**Work to complete**
Each entry has to be given again in its exact wording, and no picture may appear in the result.

Segment Start: Extracted information

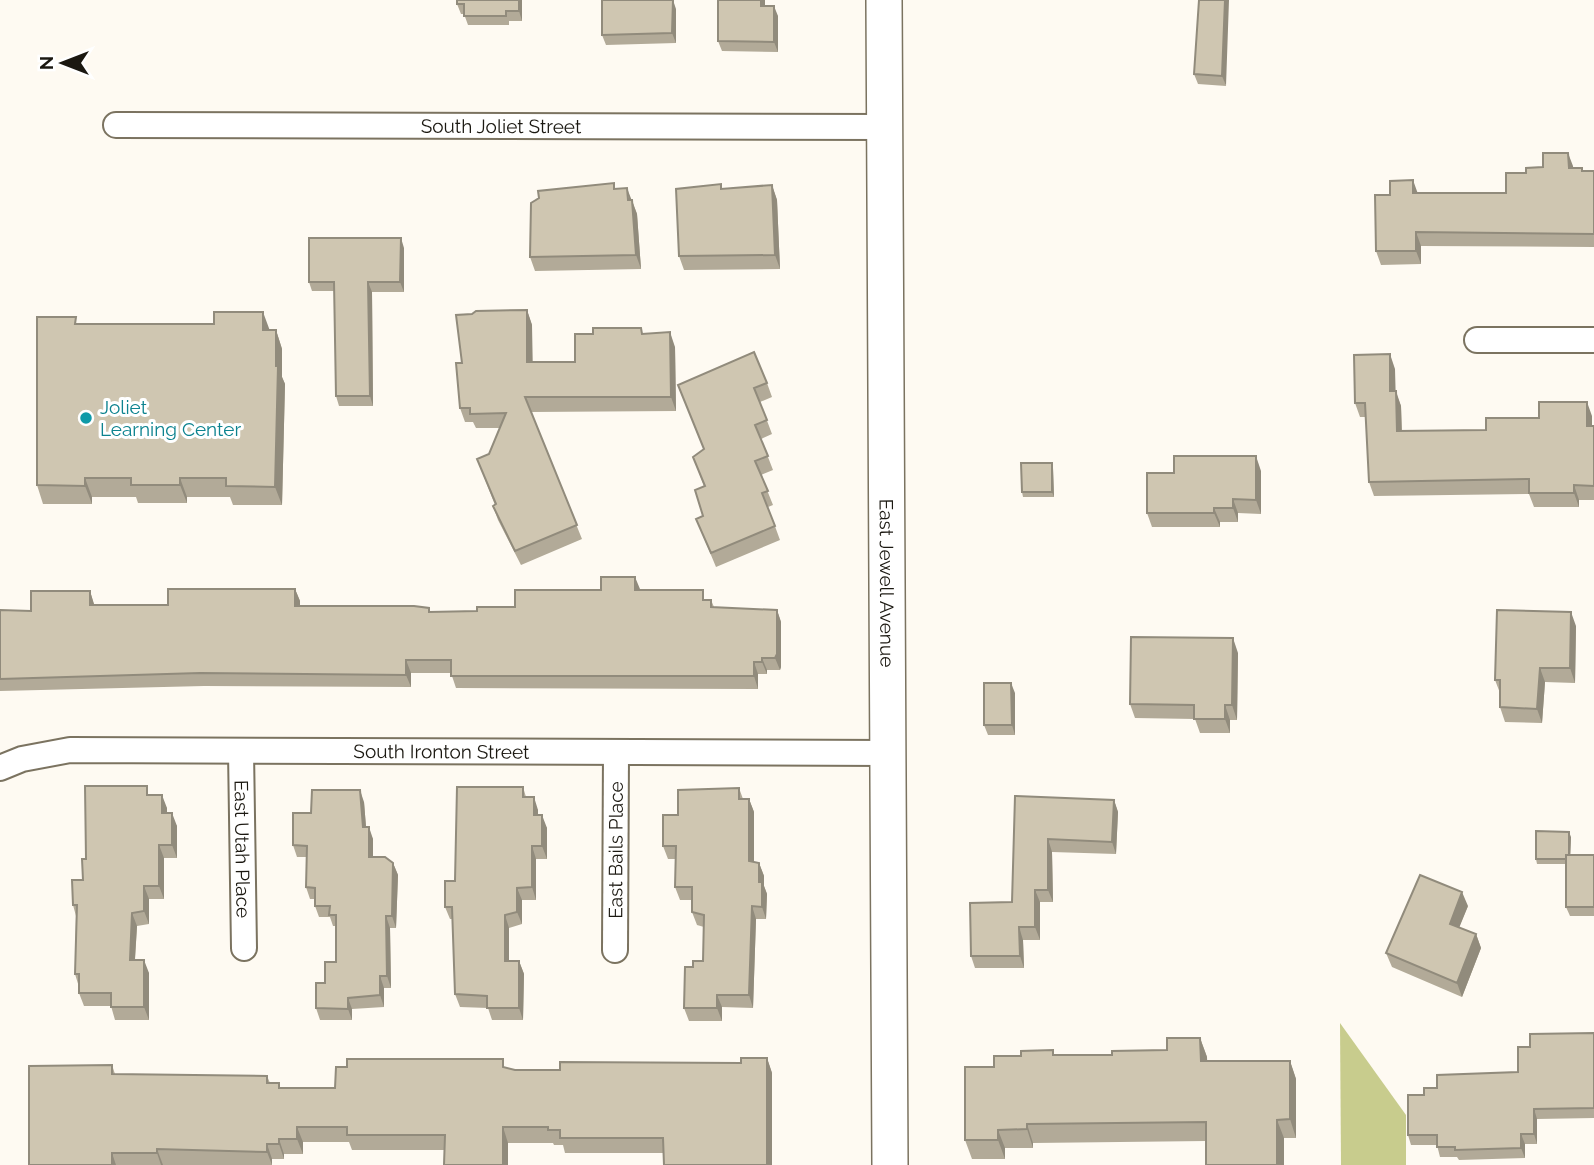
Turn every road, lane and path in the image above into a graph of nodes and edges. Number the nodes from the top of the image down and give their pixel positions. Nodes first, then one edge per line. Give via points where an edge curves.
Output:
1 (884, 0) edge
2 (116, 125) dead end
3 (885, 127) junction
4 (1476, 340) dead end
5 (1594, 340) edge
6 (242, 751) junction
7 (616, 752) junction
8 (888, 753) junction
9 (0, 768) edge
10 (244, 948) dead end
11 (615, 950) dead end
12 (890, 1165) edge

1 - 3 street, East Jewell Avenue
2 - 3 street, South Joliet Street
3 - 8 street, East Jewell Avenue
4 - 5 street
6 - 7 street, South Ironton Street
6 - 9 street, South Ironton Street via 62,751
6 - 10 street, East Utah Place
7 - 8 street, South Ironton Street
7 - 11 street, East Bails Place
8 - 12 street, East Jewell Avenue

Segment End: Extracted information

**Response area**
Turn every road, lane and path in the image above into a graph of nodes and edges. Number the nodes from the top of the image down and give their pixel positions. Nodes first, then one edge per line. Give via points where an edge curves.
Output:
1 (884, 0) edge
2 (116, 125) dead end
3 (885, 127) junction
4 (1476, 340) dead end
5 (1594, 340) edge
6 (242, 751) junction
7 (616, 752) junction
8 (888, 753) junction
9 (0, 768) edge
10 (244, 948) dead end
11 (615, 950) dead end
12 (890, 1165) edge

1 - 3 street, East Jewell Avenue
2 - 3 street, South Joliet Street
3 - 8 street, East Jewell Avenue
4 - 5 street
6 - 7 street, South Ironton Street
6 - 9 street, South Ironton Street via 62,751
6 - 10 street, East Utah Place
7 - 8 street, South Ironton Street
7 - 11 street, East Bails Place
8 - 12 street, East Jewell Avenue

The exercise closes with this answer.